§ **Prompt**
Would you restate the full listing word for word and omit its pictures?

§ **Dataset excerpts**
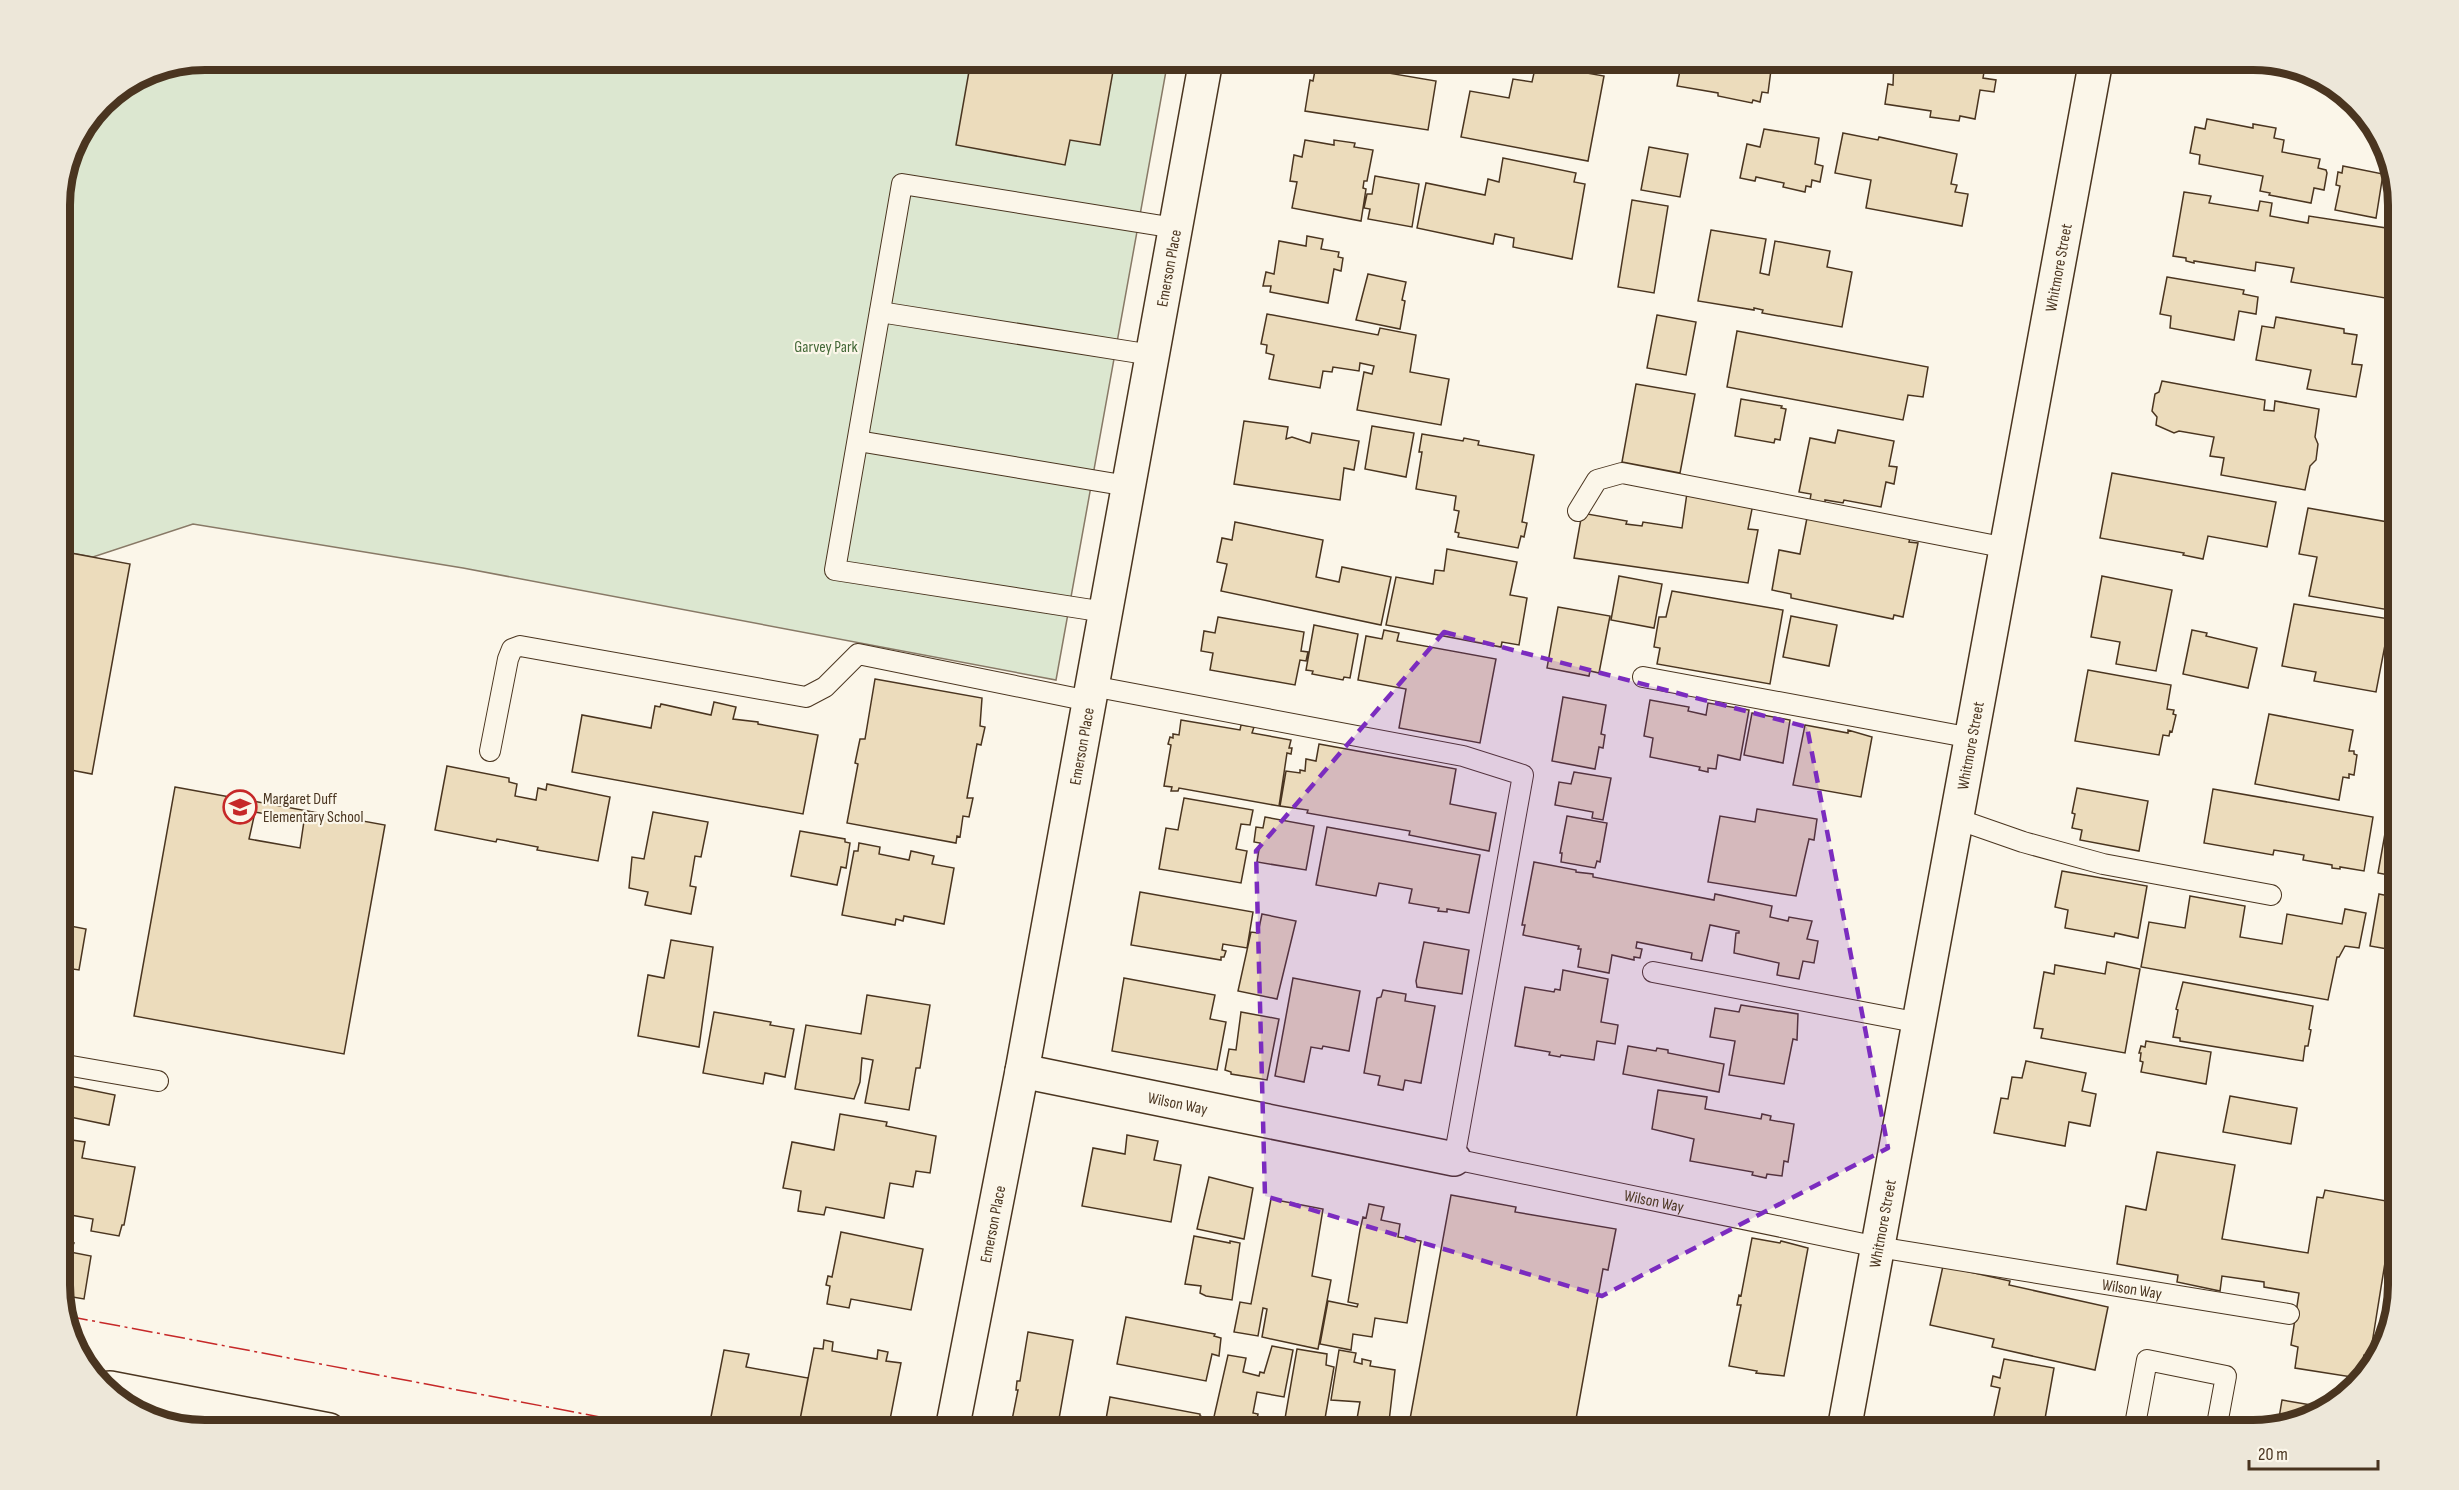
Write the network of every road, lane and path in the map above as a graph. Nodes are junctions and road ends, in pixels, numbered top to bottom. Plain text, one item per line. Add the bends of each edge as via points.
1 (2094, 70) edge
2 (1204, 71) edge
3 (1175, 228) junction
4 (880, 312) junction
5 (1152, 355) junction
6 (858, 441) junction
7 (1128, 486) junction
8 (1578, 511) dead end
9 (2007, 548) junction
10 (1106, 612) junction
11 (1643, 677) dead end
12 (1090, 693) junction
13 (1972, 738) junction
14 (490, 752) dead end
15 (1957, 819) junction
16 (2271, 895) dead end
17 (1653, 972) dead end
18 (1920, 1023) junction
19 (71, 1066) edge
20 (1022, 1071) junction
21 (158, 1081) dead end
22 (1454, 1159) junction
23 (1878, 1247) junction
24 (2289, 1314) dead end
25 (123, 1392) edge
26 (206, 1418) edge
27 (227, 1420) edge
28 (954, 1420) edge
29 (1846, 1420) edge
30 (2136, 1420) edge
31 (2218, 1420) edge

1 - 9 street, Whitmore Street
2 - 3 street, Emerson Place
3 - 4 lane via 902,184
3 - 5 street, Emerson Place
4 - 5 lane
4 - 6 lane
5 - 7 street, Emerson Place
6 - 7 lane
6 - 10 lane via 835,570
7 - 10 street, Emerson Place
8 - 9 lane via 1597,480 1622,473
9 - 13 street, Whitmore Street
10 - 12 street, Emerson Place
11 - 13 lane
12 - 14 lane via 858,654 825,687 806,697 520,646 512,649 508,659
12 - 20 street, Emerson Place
12 - 22 lane via 1462,756 1522,775
13 - 15 street, Whitmore Street
15 - 16 lane via 2103,864
15 - 18 street, Whitmore Street
17 - 18 lane
18 - 23 street, Whitmore Street
19 - 21 lane
20 - 22 street, Wilson Way
20 - 28 street, Emerson Place
22 - 23 lane, Wilson Way
23 - 24 lane, Wilson Way
23 - 29 street, Whitmore Street
25 - 26 street
26 - 27 street
30 - 31 lane via 2147,1360 2226,1376

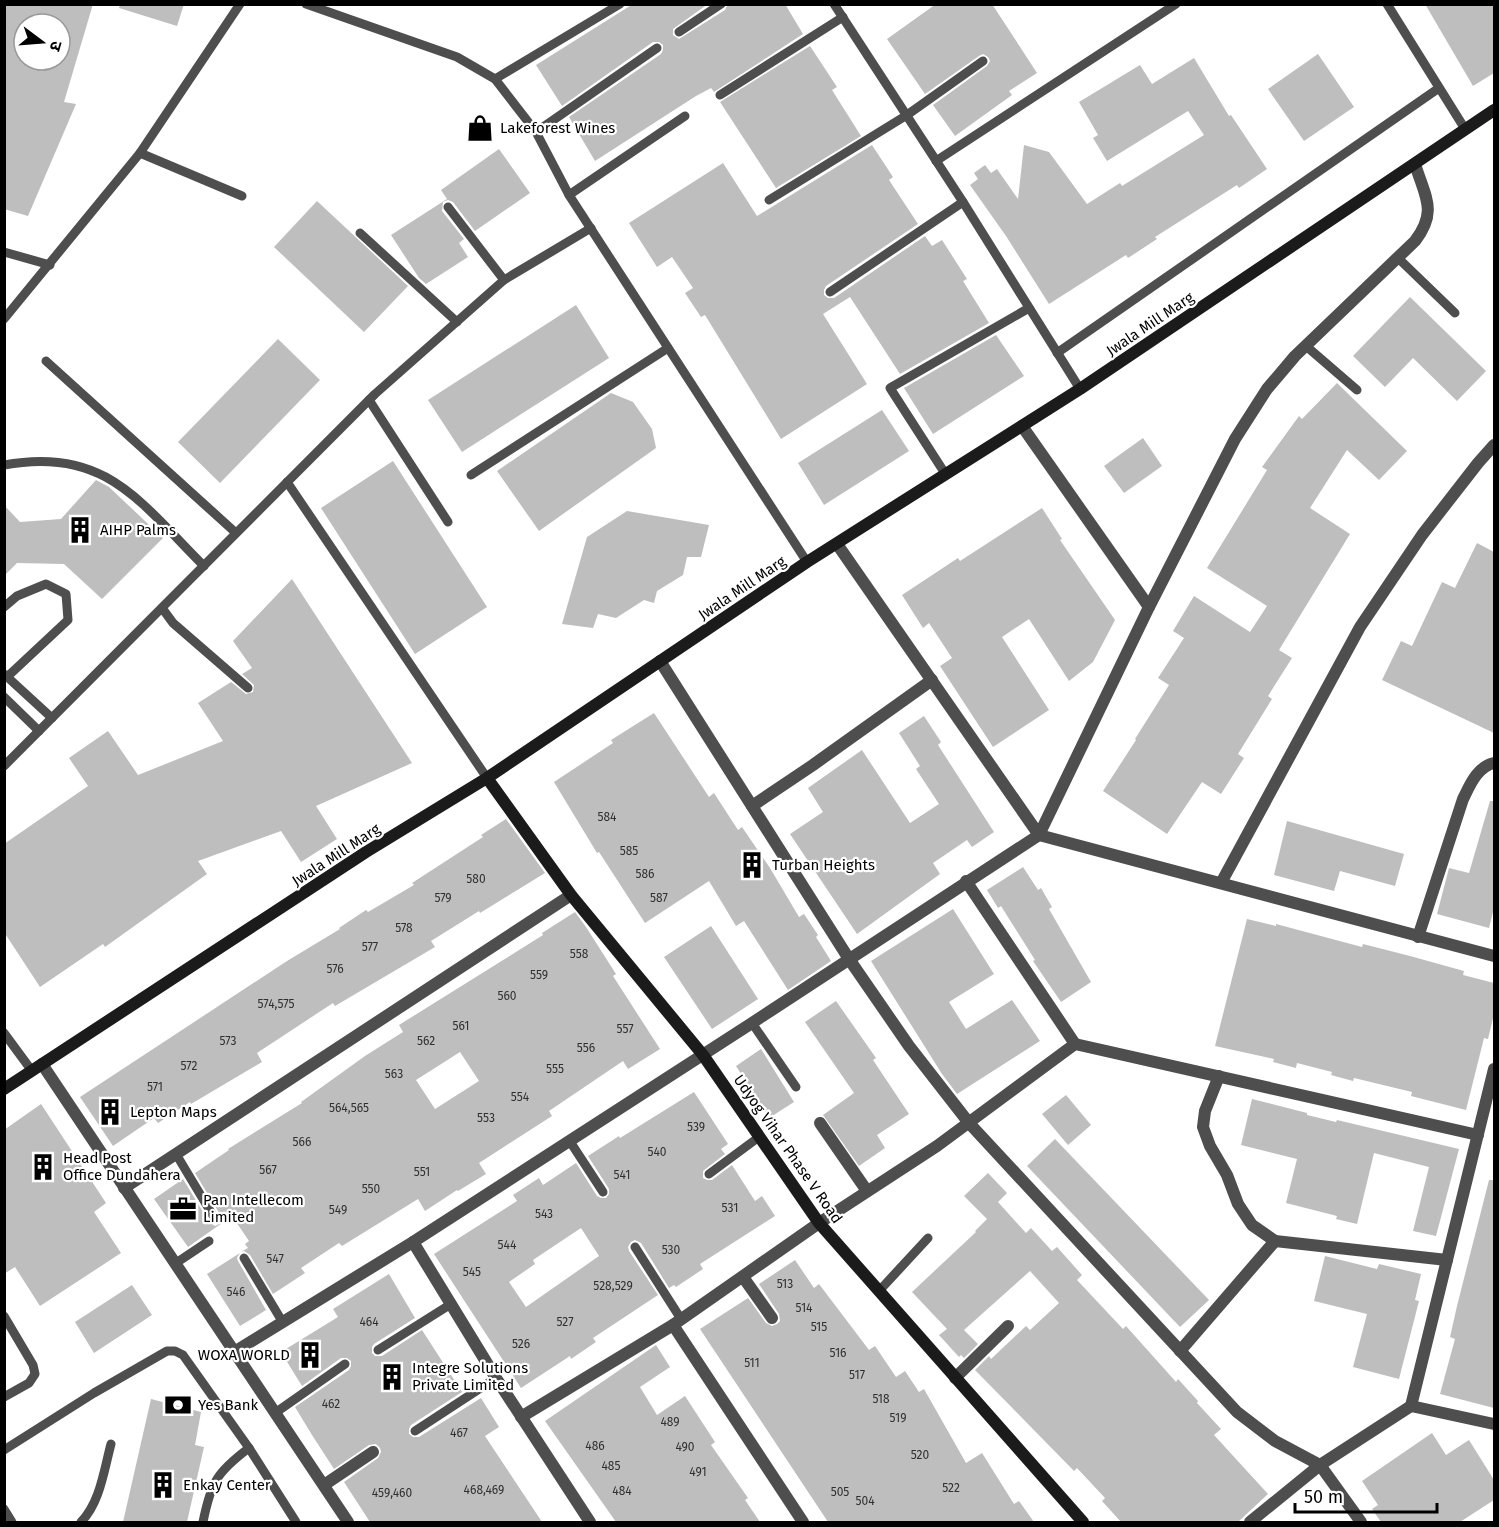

§ **Exercise response**
Write the network of every road, lane and path in the map above as a graph. Nodes are junctions and road ends, in pixels, numbered top to bottom. Plain text, one item per line. Add the bends of each edge as via points.
1 (2094, 70) edge
2 (1204, 71) edge
3 (1175, 228) junction
4 (880, 312) junction
5 (1152, 355) junction
6 (858, 441) junction
7 (1128, 486) junction
8 (1578, 511) dead end
9 (2007, 548) junction
10 (1106, 612) junction
11 (1643, 677) dead end
12 (1090, 693) junction
13 (1972, 738) junction
14 (490, 752) dead end
15 (1957, 819) junction
16 (2271, 895) dead end
17 (1653, 972) dead end
18 (1920, 1023) junction
19 (71, 1066) edge
20 (1022, 1071) junction
21 (158, 1081) dead end
22 (1454, 1159) junction
23 (1878, 1247) junction
24 (2289, 1314) dead end
25 (123, 1392) edge
26 (206, 1418) edge
27 (227, 1420) edge
28 (954, 1420) edge
29 (1846, 1420) edge
30 (2136, 1420) edge
31 (2218, 1420) edge

1 - 9 street, Whitmore Street
2 - 3 street, Emerson Place
3 - 4 lane via 902,184
3 - 5 street, Emerson Place
4 - 5 lane
4 - 6 lane
5 - 7 street, Emerson Place
6 - 7 lane
6 - 10 lane via 835,570
7 - 10 street, Emerson Place
8 - 9 lane via 1597,480 1622,473
9 - 13 street, Whitmore Street
10 - 12 street, Emerson Place
11 - 13 lane
12 - 14 lane via 858,654 825,687 806,697 520,646 512,649 508,659
12 - 20 street, Emerson Place
12 - 22 lane via 1462,756 1522,775
13 - 15 street, Whitmore Street
15 - 16 lane via 2103,864
15 - 18 street, Whitmore Street
17 - 18 lane
18 - 23 street, Whitmore Street
19 - 21 lane
20 - 22 street, Wilson Way
20 - 28 street, Emerson Place
22 - 23 lane, Wilson Way
23 - 24 lane, Wilson Way
23 - 29 street, Whitmore Street
25 - 26 street
26 - 27 street
30 - 31 lane via 2147,1360 2226,1376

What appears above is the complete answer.